Ok, but how do you get users to give you the kind of feedback you need? I use two techniques to improve the think-aloud I get:
  • Instructive practice
  • Reinforcement and extinction (a la B. F. Skinner)
Instructive Practice
I picked this exercise up from Mike Hannafin at the University of Georgia. Before I start my first task with a user I explain the think-aloud protocol and then ask the participant to count the windows in his house while practicing thinking out loud. I tell them, "I'm not interested in how many windows you have, but I am interested in how you go about doing this." Some will sit quietly and then say, "12." I then point out that I have learned nothing about how they solved the problem. I ask them to try again but to work real hard at thinking out loud. They try again, "OK, in my kitchen I have one over the sink, in the living room there are three, the den has one behind the couch..." At that point I stop them. "OK, now I have some insight into how you solve the problem, you imagine yourself inside your house and you kind of go from room to room counting the windows--starting with the kitchen." Usually their light bulb goes on and they say something like, "Oh, I see, you want me to think out loud." I suppress my instinctive response of "Duh!" and say, "Exactly, I'm going to want to know how you are making sense of the product while you do what you do."

Another useful tip is to have a safe and short first task, so if the person is having trouble thinking out loud you have a chance to work with them some more before getting into longer, meatier tasks.

Reinforcement and Extinction
Reinforcement and extinction are two principles from B.F. Skinner's Operant Conditioning. Most of us are pretty familiar with reinforcement, but extinction might be a new concept.

Reinforce user behavior only when they give you data, and praise them for exactly that: giving you data. Do NOT reinforce them for giving design suggestions.

For example, if a user tells me "This instruction here is really confusing," I first try to clarify where the confusion is, e.g. a word they don't understand, an ambiguity or whatever. Then I usually say "Thanks, that's useful to know." Same thing if they're trying to get the product to do something it doesn't. "So you expect it to automatically correct the word 'manger' to 'manager' because manger wouldn't make sense here. Thank's that's useful to know." Notice, I did NOT say, "That's a good suggestion." Why not? For one, I've got a room full of developers watching this test that know it's an unreasonable expectation for a spell checker. Also, when I praise a user for making a good design suggestion, what behavior am I reinforcing? Making design suggestions. But I didn't bring this user in to make design suggestions, I wanted to see how real people made sense of the UI in the context of doing authentic tasks.



The next technique, extinction, is how I deal with unwanted feedback such as style preferences, design suggestions, etc. I do nothing. That is what extinction is, the removal of feedback that would reinforce the behavior. Essentially, reinforced behavior continues, behavior that is not reinforced eventually goes away (becomes extinct). So a typical exchange would go something like this.
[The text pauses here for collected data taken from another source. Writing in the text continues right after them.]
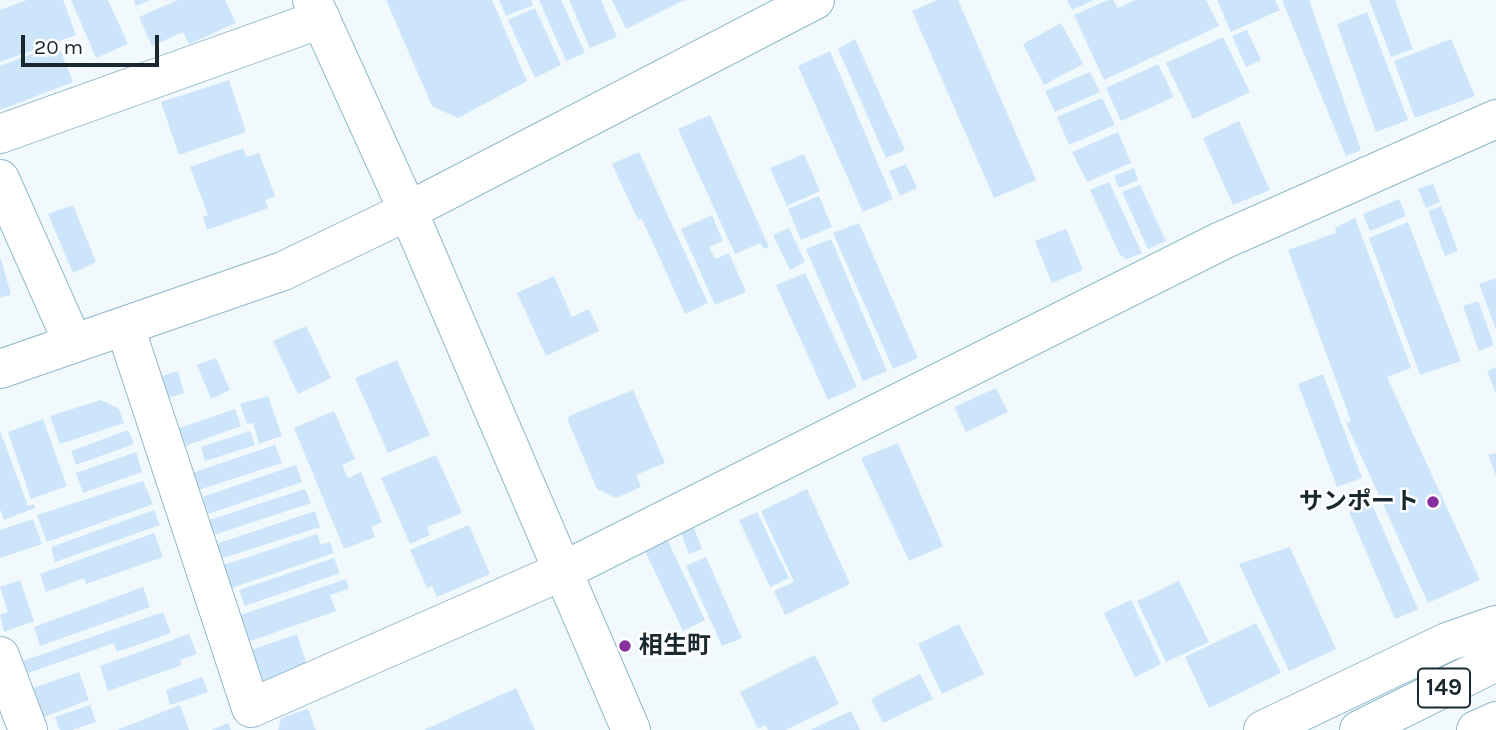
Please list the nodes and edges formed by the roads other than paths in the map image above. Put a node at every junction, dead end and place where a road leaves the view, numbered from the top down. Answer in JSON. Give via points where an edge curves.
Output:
{"nodes":[{"id":1,"x":815,"y":0,"type":"edge"},
{"id":2,"x":316,"y":10,"type":"edge"},
{"id":3,"x":1496,"y":119,"type":"edge"},
{"id":4,"x":0,"y":134,"type":"edge"},
{"id":5,"x":0,"y":179,"type":"edge"},
{"id":6,"x":408,"y":211,"type":"junction"},
{"id":7,"x":125,"y":327,"type":"junction"},
{"id":8,"x":73,"y":343,"type":"junction"},
{"id":9,"x":0,"y":369,"type":"edge"},
{"id":10,"x":565,"y":570,"type":"junction"},
{"id":11,"x":1496,"y":625,"type":"edge"},
{"id":12,"x":0,"y":656,"type":"edge"},
{"id":13,"x":1496,"y":663,"type":"edge"},
{"id":14,"x":255,"y":719,"type":"edge"},
{"id":15,"x":1496,"y":721,"type":"edge"},
{"id":16,"x":1376,"y":722,"type":"edge"},
{"id":17,"x":28,"y":730,"type":"edge"},
{"id":18,"x":631,"y":730,"type":"edge"},
{"id":19,"x":1263,"y":730,"type":"edge"},
{"id":20,"x":1475,"y":730,"type":"edge"}],
"edges":[{"from":1,"to":6,"type":"main road"},
{"from":2,"to":4,"type":"main road"},
{"from":2,"to":6,"type":"main road"},
{"from":3,"to":10,"type":"main road","via":[[1221,241]]},
{"from":5,"to":8,"type":"main road"},
{"from":6,"to":7,"type":"main road","via":[[283,271]]},
{"from":6,"to":10,"type":"main road"},
{"from":7,"to":8,"type":"main road"},
{"from":7,"to":14,"type":"main road"},
{"from":8,"to":9,"type":"main road"},
{"from":10,"to":14,"type":"main road"},
{"from":10,"to":18,"type":"main road"},
{"from":11,"to":19,"type":"main road","via":[[1447,642]]},
{"from":12,"to":17,"type":"main road"},
{"from":13,"to":16,"type":"main road","number":"149"},
{"from":15,"to":20,"type":"main road","number":"149"}]}
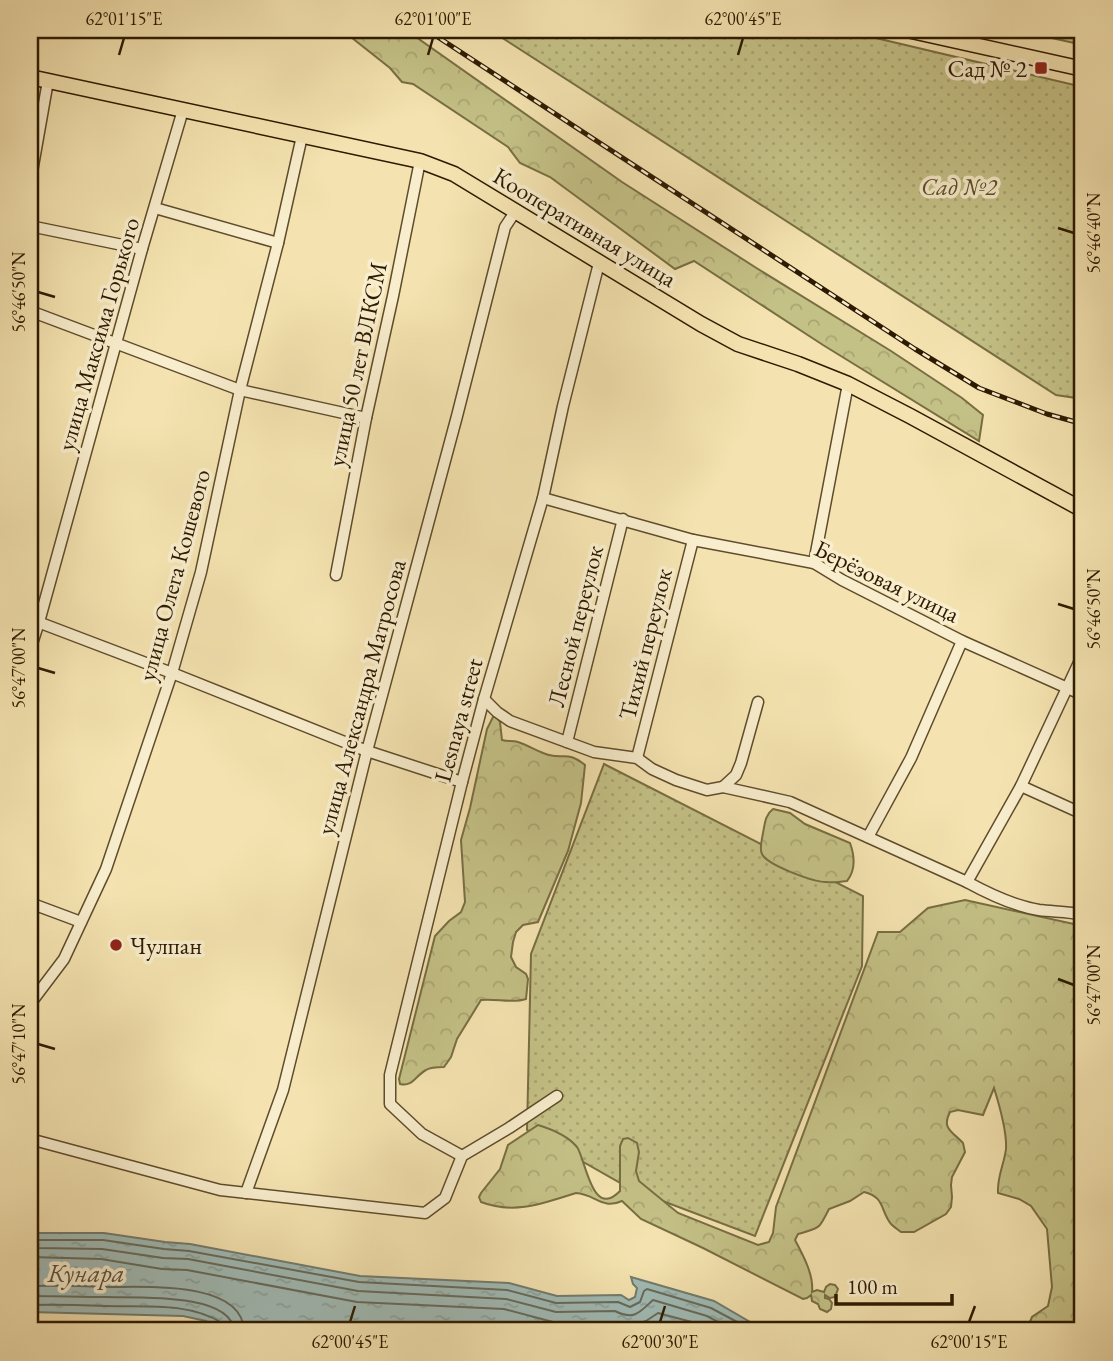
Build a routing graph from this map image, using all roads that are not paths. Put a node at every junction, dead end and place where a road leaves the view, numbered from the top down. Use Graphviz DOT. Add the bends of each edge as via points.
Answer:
graph roads {
  1 [pos="907,30"];
  2 [pos="1083,69"];
  3 [pos="30,77"];
  4 [pos="48,81"];
  5 [pos="183,110"];
  6 [pos="302,136"];
  7 [pos="420,161"];
  8 [pos="30,183"];
  9 [pos="155,208"];
  10 [pos="515,212"];
  11 [pos="30,226"];
  12 [pos="278,243"];
  13 [pos="142,249"];
  14 [pos="599,263"];
  15 [pos="30,310"];
  16 [pos="117,344"];
  17 [pos="848,384"];
  18 [pos="240,390"];
  19 [pos="366,418"];
  20 [pos="543,498"];
  21 [pos="1083,510"];
  22 [pos="623,519"];
  23 [pos="693,540"];
  24 [pos="814,563"];
  25 [pos="337,575"];
  26 [pos="34,620"];
  27 [pos="961,641"];
  28 [pos="30,650"];
  29 [pos="1083,654"];
  30 [pos="172,673"];
  31 [pos="1068,688"];
  32 [pos="1083,695"];
  33 [pos="484,699"];
  34 [pos="758,702"];
  35 [pos="567,742"];
  36 [pos="367,751"];
  37 [pos="637,758"];
  38 [pos="462,782"];
  39 [pos="1021,786"];
  40 [pos="723,787"];
  41 [pos="1083,814"];
  42 [pos="868,837"];
  43 [pos="967,882"];
  44 [pos="30,903"];
  45 [pos="1083,915"];
  46 [pos="81,922"];
  47 [pos="30,1004"];
  48 [pos="557,1096"];
  49 [pos="30,1139"];
  50 [pos="462,1156"];
  51 [pos="246,1193"];
  1 -- 2 [label="main road"];
  3 -- 4 [label="main road, Кооперативная улица"];
  4 -- 5 [label="main road, Кооперативная улица"];
  4 -- 8 [label="street"];
  5 -- 6 [label="main road, Кооперативная улица"];
  5 -- 9 [label="street, улица Максима Горького"];
  6 -- 7 [label="main road, Кооперативная улица"];
  6 -- 12 [label="street, улица Олега Кошевого"];
  7 -- 10 [label="main road, Кооперативная улица" via="454,174"];
  7 -- 19 [label="street, улица 50 лет ВЛКСМ"];
  9 -- 12 [label="street"];
  9 -- 13 [label="street, улица Максима Горького"];
  10 -- 14 [label="main road, Кооперативная улица"];
  10 -- 36 [label="street, улица Александра Матросова" via="505,227"];
  11 -- 13 [label="street"];
  12 -- 18 [label="street, улица Олега Кошевого"];
  13 -- 16 [label="street, улица Максима Горького"];
  14 -- 17 [label="main road, Кооперативная улица" via="738,344"];
  14 -- 20 [label="street, Lesnaya street"];
  15 -- 16 [label="street"];
  16 -- 18 [label="street"];
  16 -- 26 [label="street, улица Максима Горького"];
  17 -- 21 [label="main road, Кооперативная улица"];
  17 -- 24 [label="street"];
  18 -- 19 [label="street"];
  18 -- 30 [label="street, улица Олега Кошевого" via="201,572"];
  19 -- 25 [label="street, улица 50 лет ВЛКСМ"];
  20 -- 22 [label="street, Берёзовая улица"];
  20 -- 33 [label="street, Lesnaya street"];
  22 -- 23 [label="street, Берёзовая улица"];
  22 -- 35 [label="street, Лесной переулок"];
  23 -- 24 [label="street, Берёзовая улица"];
  23 -- 37 [label="street, Тихий переулок"];
  24 -- 27 [label="street, Берёзовая улица"];
  26 -- 28 [label="street, улица Максима Горького"];
  26 -- 30 [label="street"];
  27 -- 31 [label="street, Берёзовая улица"];
  27 -- 42 [label="street" via="911,758"];
  29 -- 31 [label="street"];
  30 -- 36 [label="street"];
  30 -- 46 [label="street, улица Олега Кошевого" via="106,869"];
  31 -- 32 [label="street, Берёзовая улица"];
  31 -- 39 [label="street"];
  33 -- 35 [label="street" via="510,721"];
  33 -- 38 [label="street, Lesnaya street"];
  34 -- 40 [label="street" via="736,775"];
  35 -- 37 [label="street" via="594,752"];
  36 -- 38 [label="street"];
  36 -- 51 [label="street, улица Александра Матросова" via="283,1090"];
  37 -- 40 [label="street" via="676,780 707,790"];
  38 -- 50 [label="street, Lesnaya street" via="390,1075 390,1104 422,1134"];
  39 -- 41 [label="street"];
  39 -- 43 [label="street"];
  40 -- 42 [label="street" via="790,802"];
  42 -- 43 [label="street"];
  43 -- 45 [label="street" via="1037,909"];
  44 -- 46 [label="street"];
  46 -- 47 [label="street, улица Олега Кошевого" via="64,960"];
  48 -- 50 [label="street"];
  49 -- 51 [label="street"];
  50 -- 51 [label="street" via="446,1198 425,1213"];
}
User: I didn't see the Submit button.
Me: So you didn't know what to do when you finsished the form because you didn't see the Submit button. Thanks, that's useful information.
User: Yeah, I think you should make it red.
Me: In this next task we are going to ask you to...

My first response: positive reinforcement for the insight--didn't notice the button.
My second response: moved right along without acknowledging the design suggestion. Thanks to the first response, we know we have a problem with Submit not being noticed. I'll let that visual designer with the degree from SCAD run with that.

I know there are some who would want the user's design ideas. But once you start down that path, the user quits sharing their insight into the problem space and starts giving you their solutions. It's like the user who says "12 windows." OK, I know your answer but I have no insight into how you got there. And again, usually I have no shortage of experts in the subject of the solution; what I lack is understanding the problem from the user's perspective.

So by all means, get your users thinking out loud, but encourage talk that illuminates the problem space--that's what a usability test is all about.